Study material below:
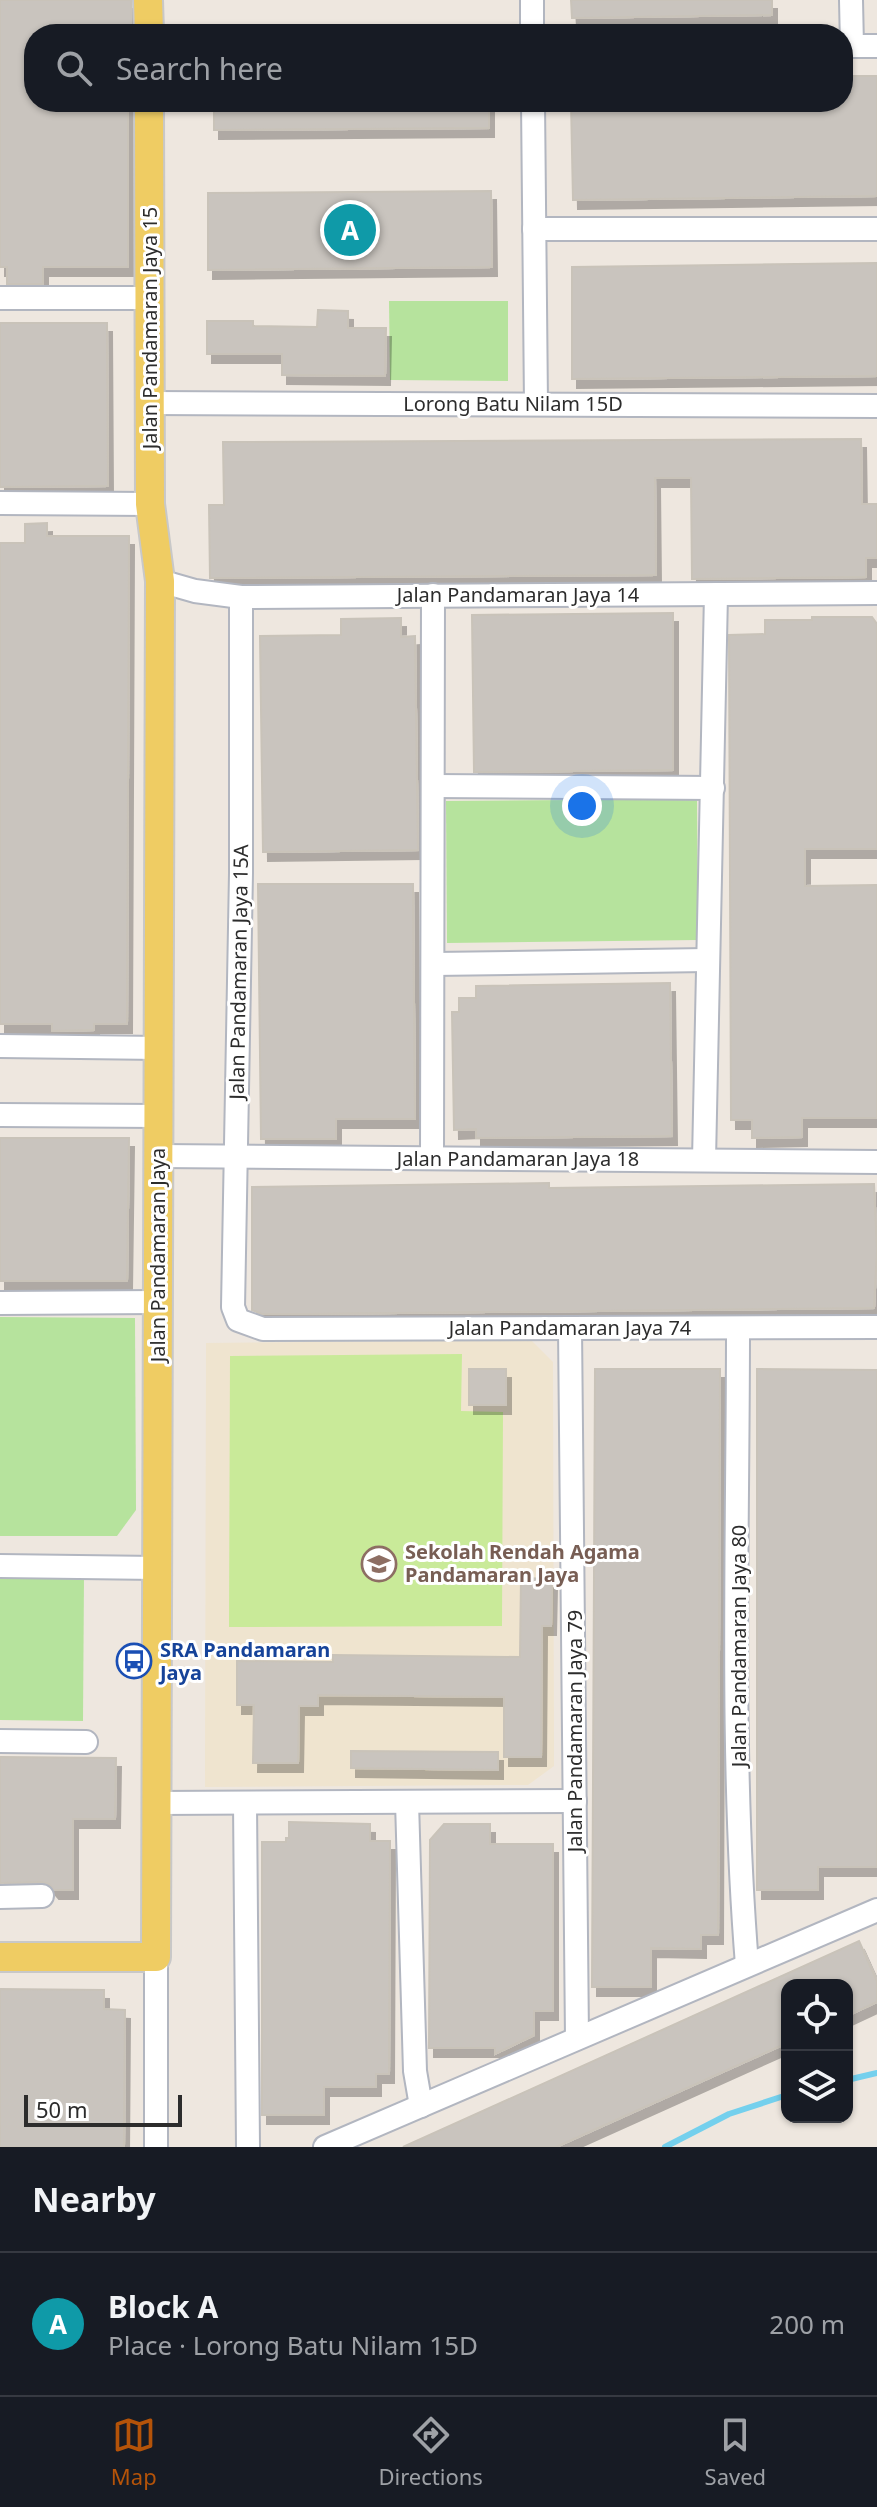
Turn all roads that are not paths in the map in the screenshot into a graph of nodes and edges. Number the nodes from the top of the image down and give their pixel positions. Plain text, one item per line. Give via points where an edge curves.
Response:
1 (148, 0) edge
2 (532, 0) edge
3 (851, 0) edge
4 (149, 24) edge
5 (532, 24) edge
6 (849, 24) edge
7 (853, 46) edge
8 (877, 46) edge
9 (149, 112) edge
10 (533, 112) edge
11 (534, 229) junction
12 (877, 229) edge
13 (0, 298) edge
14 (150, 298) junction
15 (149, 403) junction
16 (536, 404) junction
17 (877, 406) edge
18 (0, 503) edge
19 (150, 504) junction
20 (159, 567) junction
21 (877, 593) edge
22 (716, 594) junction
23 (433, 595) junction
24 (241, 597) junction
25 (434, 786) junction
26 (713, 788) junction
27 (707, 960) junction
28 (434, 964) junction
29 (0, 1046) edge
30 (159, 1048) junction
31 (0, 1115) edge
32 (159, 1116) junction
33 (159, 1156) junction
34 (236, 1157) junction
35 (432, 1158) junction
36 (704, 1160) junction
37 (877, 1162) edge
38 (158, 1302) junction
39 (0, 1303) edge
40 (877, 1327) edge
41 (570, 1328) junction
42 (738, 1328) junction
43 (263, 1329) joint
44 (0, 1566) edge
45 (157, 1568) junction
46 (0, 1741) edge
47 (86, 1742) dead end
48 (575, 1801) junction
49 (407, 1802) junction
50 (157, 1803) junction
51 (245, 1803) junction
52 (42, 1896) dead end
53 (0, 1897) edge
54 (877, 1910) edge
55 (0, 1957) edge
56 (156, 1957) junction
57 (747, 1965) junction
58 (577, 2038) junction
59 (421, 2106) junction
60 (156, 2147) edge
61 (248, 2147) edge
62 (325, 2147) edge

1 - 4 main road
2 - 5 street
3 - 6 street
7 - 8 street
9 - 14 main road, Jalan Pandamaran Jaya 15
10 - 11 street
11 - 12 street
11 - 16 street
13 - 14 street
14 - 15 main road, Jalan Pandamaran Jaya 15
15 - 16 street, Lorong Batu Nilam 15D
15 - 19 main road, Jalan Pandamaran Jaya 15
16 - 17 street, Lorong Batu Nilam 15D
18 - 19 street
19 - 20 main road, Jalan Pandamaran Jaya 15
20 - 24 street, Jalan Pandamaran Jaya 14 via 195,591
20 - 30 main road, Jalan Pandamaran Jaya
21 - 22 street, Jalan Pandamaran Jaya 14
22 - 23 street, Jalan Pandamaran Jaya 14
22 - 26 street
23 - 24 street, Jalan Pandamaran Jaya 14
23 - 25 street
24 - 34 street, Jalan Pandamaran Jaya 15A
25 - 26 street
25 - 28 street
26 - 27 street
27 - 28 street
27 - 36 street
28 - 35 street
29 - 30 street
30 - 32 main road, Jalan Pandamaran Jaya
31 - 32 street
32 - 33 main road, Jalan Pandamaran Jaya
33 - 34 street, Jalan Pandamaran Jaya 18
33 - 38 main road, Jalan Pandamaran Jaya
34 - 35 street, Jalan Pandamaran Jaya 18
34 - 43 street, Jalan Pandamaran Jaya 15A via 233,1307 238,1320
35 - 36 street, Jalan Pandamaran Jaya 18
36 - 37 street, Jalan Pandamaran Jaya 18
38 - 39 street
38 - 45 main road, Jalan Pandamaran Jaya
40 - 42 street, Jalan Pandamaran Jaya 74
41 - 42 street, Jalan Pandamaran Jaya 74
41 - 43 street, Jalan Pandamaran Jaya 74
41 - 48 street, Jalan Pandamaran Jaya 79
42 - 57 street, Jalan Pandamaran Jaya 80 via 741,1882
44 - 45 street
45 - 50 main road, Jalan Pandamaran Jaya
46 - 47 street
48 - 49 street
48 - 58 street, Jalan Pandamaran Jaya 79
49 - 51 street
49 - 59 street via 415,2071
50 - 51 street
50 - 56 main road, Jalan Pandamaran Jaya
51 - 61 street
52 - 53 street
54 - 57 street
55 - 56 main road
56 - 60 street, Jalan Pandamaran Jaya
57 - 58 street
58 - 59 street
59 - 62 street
End of Study material.
Study material below:
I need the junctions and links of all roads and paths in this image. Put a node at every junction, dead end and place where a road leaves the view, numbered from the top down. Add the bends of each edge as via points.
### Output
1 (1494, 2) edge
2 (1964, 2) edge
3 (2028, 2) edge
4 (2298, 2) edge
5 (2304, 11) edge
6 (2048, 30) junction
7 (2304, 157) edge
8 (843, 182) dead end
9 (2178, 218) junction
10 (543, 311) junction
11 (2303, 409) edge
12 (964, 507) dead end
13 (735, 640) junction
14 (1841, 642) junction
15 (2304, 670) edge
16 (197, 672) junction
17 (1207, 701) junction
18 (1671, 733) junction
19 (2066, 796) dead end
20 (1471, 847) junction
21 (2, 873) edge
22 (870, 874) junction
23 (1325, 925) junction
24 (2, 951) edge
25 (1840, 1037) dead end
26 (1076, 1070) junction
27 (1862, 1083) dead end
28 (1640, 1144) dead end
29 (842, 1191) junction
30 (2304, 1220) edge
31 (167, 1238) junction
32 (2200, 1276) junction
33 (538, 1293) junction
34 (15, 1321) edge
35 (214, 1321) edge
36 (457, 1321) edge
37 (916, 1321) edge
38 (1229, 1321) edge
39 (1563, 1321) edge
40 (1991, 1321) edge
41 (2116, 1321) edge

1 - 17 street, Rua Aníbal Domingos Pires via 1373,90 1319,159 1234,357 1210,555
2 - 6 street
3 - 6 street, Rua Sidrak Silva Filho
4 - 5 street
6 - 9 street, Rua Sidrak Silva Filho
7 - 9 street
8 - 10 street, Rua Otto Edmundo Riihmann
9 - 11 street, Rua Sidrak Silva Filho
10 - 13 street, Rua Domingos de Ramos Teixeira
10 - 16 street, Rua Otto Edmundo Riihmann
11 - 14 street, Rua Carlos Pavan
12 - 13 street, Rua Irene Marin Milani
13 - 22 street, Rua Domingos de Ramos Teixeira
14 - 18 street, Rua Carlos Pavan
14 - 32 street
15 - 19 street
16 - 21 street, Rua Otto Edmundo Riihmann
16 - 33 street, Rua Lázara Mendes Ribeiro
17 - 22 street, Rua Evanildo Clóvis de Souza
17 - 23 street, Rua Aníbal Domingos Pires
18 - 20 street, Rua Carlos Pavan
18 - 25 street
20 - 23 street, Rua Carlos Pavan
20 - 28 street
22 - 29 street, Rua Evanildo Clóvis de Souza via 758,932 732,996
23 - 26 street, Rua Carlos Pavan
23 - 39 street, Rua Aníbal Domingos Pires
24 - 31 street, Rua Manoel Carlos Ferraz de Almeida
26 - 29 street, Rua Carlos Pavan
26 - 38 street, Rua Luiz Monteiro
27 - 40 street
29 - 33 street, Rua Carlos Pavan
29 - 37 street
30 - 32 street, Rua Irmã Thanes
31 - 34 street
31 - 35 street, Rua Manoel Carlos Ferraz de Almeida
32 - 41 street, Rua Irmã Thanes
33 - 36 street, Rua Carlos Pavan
End of Study material.
Study material below:
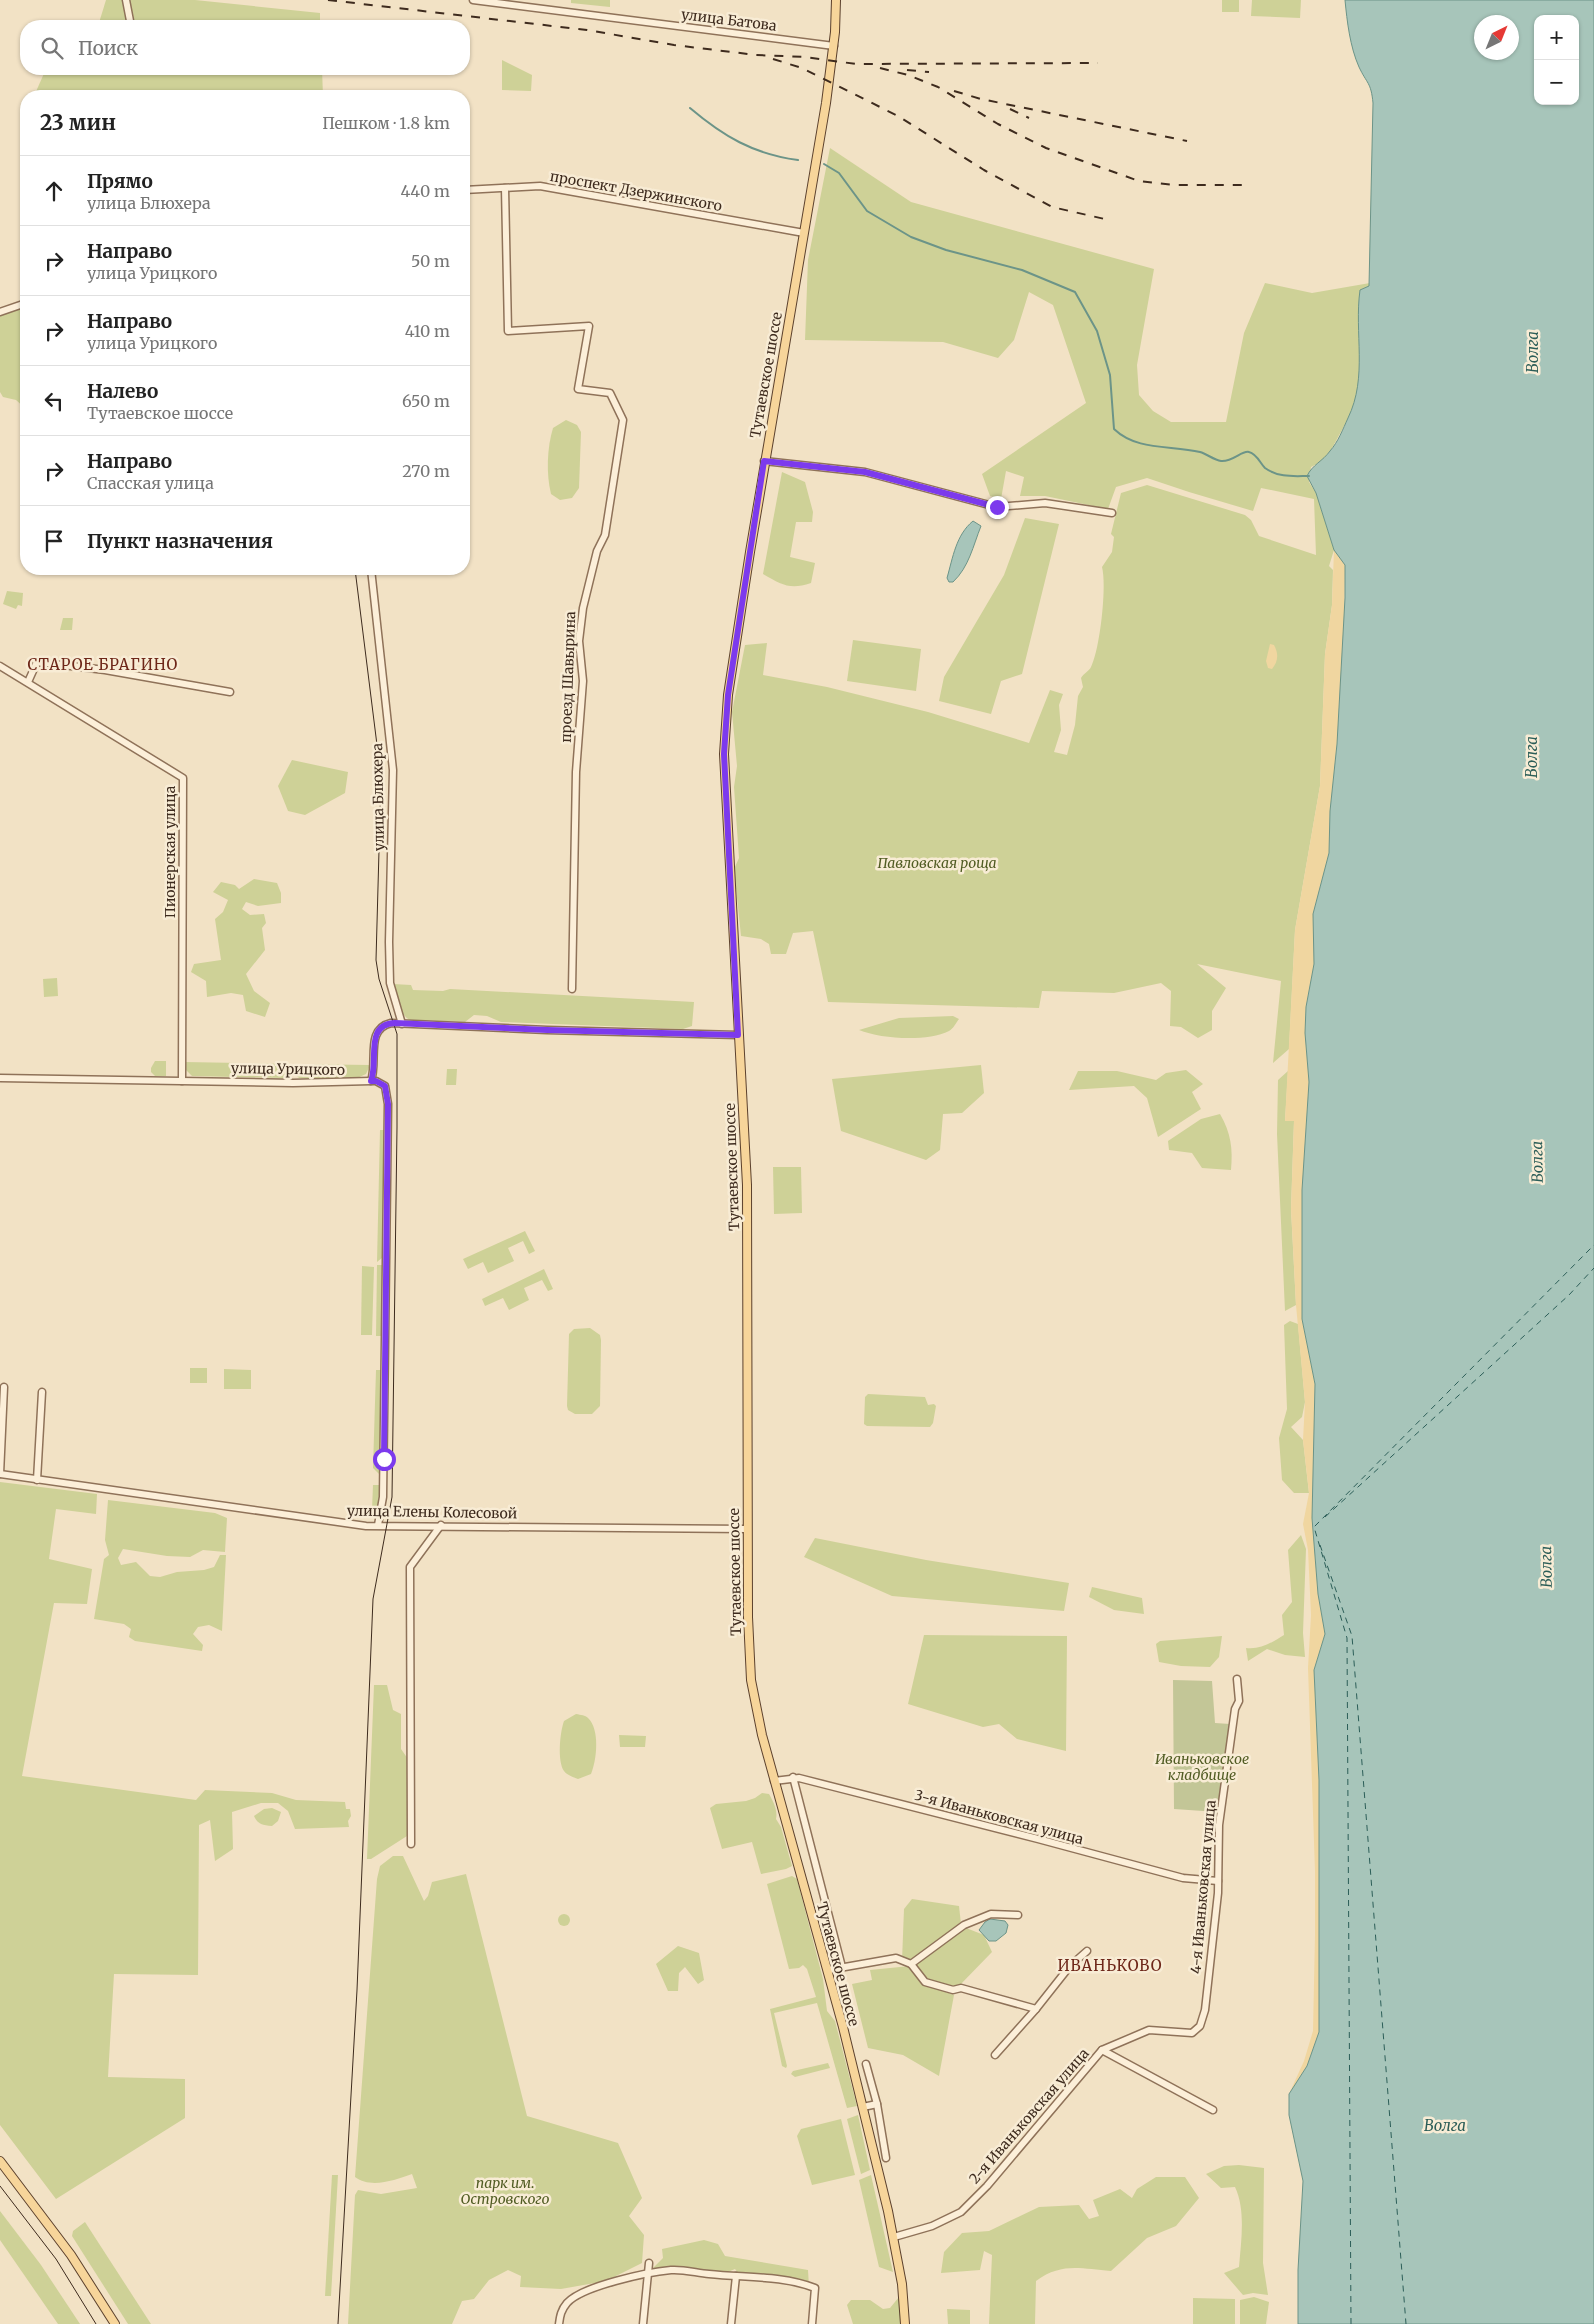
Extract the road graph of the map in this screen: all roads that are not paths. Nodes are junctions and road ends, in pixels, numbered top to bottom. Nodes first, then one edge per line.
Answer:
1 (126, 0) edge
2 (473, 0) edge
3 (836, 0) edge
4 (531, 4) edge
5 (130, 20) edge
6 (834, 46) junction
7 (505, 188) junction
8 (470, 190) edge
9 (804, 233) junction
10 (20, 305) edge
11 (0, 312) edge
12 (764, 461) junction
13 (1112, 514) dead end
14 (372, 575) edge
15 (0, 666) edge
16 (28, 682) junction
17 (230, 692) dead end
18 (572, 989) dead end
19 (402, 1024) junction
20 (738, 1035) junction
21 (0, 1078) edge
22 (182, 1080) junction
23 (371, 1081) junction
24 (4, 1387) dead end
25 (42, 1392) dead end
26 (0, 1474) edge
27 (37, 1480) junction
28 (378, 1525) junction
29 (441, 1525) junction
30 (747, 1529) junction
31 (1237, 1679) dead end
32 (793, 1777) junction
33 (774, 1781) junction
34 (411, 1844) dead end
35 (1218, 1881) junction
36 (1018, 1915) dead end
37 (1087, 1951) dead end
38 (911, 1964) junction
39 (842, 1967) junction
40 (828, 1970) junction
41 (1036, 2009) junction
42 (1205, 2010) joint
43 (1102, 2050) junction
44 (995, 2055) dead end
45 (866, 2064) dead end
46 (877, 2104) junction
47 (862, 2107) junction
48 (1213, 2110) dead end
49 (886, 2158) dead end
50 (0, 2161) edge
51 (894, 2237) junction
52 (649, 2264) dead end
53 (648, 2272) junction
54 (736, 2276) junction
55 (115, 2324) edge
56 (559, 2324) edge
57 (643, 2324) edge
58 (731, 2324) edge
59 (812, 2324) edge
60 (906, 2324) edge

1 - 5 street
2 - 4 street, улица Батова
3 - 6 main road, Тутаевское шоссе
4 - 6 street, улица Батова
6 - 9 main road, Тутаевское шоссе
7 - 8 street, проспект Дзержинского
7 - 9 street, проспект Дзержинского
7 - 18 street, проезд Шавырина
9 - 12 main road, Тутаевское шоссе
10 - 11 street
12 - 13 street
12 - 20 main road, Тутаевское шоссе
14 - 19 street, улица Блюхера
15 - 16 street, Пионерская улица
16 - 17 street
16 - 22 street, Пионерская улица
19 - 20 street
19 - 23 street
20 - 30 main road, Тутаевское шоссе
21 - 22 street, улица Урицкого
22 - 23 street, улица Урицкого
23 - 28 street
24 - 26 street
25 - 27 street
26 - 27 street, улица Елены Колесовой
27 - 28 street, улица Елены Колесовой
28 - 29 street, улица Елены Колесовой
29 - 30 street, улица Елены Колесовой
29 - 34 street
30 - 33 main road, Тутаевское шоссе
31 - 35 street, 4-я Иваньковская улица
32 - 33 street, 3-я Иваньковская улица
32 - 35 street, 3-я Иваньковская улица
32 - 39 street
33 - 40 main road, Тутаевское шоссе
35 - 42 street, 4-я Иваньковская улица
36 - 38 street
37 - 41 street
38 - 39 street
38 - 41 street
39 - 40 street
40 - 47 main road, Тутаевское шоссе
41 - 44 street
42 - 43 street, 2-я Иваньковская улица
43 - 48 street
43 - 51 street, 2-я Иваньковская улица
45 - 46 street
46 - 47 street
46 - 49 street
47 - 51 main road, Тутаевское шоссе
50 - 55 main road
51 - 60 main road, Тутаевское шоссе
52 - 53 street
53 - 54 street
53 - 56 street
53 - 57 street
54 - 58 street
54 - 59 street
End of Study material.
### Exercise instructions
Looking at the entries above, copy out every line in which "Edmundo" occurs.

### Reply
8 - 10 street, Rua Otto Edmundo Riihmann
10 - 16 street, Rua Otto Edmundo Riihmann
16 - 21 street, Rua Otto Edmundo Riihmann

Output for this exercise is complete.